----- SUPPLIED RECORDS

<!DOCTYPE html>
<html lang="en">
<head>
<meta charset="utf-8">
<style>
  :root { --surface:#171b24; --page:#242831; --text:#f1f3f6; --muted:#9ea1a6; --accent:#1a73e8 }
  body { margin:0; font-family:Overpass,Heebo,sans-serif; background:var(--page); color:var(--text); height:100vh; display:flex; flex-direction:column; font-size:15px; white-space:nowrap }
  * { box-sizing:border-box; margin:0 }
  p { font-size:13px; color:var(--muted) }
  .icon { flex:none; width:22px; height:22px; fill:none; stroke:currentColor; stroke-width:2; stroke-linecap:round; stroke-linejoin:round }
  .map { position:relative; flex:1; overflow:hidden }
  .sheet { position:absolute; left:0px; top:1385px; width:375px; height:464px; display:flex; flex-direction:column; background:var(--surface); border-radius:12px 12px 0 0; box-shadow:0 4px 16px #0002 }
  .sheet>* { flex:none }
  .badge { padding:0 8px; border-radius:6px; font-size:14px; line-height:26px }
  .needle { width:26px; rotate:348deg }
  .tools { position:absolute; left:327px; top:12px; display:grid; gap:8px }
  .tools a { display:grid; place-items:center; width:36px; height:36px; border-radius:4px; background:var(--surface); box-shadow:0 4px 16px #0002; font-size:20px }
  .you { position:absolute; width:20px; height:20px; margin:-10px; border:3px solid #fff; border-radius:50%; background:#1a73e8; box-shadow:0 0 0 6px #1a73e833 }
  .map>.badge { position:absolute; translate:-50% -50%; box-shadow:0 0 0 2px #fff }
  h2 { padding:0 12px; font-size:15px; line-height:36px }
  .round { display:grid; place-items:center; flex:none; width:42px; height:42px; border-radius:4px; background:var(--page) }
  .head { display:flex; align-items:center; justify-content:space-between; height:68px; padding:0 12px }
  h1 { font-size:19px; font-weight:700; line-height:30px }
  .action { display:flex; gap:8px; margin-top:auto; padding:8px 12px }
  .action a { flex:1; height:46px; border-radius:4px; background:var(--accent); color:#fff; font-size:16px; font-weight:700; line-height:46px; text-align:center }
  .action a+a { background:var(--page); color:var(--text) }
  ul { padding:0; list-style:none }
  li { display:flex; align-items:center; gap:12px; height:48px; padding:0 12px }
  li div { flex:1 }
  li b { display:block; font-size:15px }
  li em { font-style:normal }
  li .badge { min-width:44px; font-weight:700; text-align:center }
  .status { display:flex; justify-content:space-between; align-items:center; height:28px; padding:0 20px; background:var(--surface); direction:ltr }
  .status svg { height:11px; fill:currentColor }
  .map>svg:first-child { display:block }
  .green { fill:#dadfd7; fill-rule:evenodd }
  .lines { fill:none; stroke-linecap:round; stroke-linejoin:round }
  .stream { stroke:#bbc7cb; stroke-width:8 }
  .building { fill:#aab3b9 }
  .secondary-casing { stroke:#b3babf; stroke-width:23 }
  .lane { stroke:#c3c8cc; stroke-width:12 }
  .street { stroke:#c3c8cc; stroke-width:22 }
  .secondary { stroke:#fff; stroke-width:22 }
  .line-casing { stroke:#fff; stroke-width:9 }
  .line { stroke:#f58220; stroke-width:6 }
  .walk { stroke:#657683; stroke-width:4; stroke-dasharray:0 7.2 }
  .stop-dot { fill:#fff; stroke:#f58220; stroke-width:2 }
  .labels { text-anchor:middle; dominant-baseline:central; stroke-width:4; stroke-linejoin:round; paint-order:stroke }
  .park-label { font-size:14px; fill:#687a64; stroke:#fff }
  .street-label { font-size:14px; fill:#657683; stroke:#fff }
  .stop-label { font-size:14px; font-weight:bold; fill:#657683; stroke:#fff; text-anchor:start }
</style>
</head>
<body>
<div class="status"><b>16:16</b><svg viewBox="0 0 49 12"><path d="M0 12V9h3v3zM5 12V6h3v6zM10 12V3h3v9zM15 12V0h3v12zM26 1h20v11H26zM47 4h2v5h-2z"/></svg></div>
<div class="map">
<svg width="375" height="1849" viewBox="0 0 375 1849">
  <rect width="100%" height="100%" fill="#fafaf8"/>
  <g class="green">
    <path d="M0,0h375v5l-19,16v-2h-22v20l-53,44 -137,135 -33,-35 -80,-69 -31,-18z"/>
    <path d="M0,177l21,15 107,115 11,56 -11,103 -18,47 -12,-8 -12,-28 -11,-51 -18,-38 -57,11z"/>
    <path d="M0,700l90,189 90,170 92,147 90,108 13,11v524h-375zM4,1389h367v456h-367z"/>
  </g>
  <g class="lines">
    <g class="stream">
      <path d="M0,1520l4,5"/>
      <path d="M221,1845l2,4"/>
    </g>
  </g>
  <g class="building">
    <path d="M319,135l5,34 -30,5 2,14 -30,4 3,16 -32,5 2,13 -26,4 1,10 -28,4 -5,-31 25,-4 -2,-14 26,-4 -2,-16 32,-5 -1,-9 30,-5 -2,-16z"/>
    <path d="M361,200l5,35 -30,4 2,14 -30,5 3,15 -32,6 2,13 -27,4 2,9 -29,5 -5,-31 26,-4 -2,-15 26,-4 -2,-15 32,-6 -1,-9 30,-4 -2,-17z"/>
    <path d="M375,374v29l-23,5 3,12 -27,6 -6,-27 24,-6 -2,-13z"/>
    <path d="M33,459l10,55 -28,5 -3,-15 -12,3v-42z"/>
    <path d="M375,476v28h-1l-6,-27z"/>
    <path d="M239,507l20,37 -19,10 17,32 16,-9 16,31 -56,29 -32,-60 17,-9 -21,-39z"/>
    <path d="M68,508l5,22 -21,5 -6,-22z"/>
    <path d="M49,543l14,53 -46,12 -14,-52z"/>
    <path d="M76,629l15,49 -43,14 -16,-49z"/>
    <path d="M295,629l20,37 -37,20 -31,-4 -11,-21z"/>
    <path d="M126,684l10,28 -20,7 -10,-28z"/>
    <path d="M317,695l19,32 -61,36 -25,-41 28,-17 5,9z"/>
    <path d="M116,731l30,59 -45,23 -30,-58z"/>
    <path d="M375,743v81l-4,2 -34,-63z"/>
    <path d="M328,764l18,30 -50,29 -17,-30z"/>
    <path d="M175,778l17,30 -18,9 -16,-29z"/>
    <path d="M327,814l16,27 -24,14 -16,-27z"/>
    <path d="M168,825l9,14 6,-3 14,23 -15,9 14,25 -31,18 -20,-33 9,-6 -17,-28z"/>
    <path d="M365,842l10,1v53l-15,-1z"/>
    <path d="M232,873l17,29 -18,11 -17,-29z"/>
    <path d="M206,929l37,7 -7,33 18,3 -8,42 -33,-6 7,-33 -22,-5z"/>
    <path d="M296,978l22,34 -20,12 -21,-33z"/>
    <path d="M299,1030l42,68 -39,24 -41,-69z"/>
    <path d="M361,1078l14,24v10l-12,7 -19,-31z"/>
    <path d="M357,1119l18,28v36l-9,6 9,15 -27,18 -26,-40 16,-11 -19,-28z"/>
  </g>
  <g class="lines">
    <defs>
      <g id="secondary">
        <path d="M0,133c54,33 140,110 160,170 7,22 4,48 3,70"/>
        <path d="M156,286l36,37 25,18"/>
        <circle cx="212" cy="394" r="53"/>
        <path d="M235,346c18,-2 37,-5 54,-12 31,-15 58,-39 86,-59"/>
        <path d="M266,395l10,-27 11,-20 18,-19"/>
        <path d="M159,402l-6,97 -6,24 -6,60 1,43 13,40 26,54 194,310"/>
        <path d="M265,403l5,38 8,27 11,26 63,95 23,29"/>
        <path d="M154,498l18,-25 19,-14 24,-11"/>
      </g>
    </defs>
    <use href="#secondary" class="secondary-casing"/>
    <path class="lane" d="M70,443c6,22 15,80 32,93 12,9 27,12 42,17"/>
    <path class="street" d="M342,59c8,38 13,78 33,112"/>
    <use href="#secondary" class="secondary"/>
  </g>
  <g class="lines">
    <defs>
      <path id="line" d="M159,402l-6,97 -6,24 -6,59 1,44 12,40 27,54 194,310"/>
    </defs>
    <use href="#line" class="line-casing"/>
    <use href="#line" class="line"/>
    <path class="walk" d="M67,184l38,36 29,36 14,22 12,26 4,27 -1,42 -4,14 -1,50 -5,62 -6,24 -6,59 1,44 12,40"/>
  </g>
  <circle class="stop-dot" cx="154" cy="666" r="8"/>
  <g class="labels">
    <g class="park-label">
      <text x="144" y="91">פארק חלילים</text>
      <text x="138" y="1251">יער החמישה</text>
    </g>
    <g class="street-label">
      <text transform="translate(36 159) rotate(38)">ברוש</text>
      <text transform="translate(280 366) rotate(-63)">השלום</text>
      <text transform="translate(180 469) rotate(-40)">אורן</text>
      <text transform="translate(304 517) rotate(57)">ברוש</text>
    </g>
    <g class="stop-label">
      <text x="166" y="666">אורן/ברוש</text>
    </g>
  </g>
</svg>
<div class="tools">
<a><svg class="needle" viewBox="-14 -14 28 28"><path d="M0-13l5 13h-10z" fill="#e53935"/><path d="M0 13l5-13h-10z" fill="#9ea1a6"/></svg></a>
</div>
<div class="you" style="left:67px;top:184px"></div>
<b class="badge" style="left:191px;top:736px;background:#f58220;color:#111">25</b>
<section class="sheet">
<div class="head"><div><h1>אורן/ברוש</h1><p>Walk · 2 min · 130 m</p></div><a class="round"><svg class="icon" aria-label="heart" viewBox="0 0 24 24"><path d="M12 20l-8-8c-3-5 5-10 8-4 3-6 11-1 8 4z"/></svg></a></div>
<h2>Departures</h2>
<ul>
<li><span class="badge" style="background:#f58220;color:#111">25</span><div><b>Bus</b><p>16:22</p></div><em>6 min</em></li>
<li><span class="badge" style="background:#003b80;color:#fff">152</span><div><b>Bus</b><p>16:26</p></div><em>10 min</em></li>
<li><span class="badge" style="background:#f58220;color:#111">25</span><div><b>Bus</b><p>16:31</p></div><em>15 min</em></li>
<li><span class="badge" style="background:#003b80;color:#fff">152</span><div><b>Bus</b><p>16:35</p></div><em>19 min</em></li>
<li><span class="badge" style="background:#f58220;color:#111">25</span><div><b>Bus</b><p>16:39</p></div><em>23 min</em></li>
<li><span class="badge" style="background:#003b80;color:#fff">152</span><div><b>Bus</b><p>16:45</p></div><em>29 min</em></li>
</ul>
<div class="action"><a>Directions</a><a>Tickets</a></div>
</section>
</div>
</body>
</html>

----------

◆ TASK DETAILS
Would you restate exactly the lines of the material above, from its opening line through the line with "display:grid; place-items:center; width:36px;", and output only those?

◆ ANSWER FOR THE TASK
<!DOCTYPE html>
<html lang="en">
<head>
<meta charset="utf-8">
<style>
  :root { --surface:#171b24; --page:#242831; --text:#f1f3f6; --muted:#9ea1a6; --accent:#1a73e8 }
  body { margin:0; font-family:Overpass,Heebo,sans-serif; background:var(--page); color:var(--text); height:100vh; display:flex; flex-direction:column; font-size:15px; white-space:nowrap }
  * { box-sizing:border-box; margin:0 }
  p { font-size:13px; color:var(--muted) }
  .icon { flex:none; width:22px; height:22px; fill:none; stroke:currentColor; stroke-width:2; stroke-linecap:round; stroke-linejoin:round }
  .map { position:relative; flex:1; overflow:hidden }
  .sheet { position:absolute; left:0px; top:1385px; width:375px; height:464px; display:flex; flex-direction:column; background:var(--surface); border-radius:12px 12px 0 0; box-shadow:0 4px 16px #0002 }
  .sheet>* { flex:none }
  .badge { padding:0 8px; border-radius:6px; font-size:14px; line-height:26px }
  .needle { width:26px; rotate:348deg }
  .tools { position:absolute; left:327px; top:12px; display:grid; gap:8px }
  .tools a { display:grid; place-items:center; width:36px; height:36px; border-radius:4px; background:var(--surface); box-shadow:0 4px 16px #0002; font-size:20px }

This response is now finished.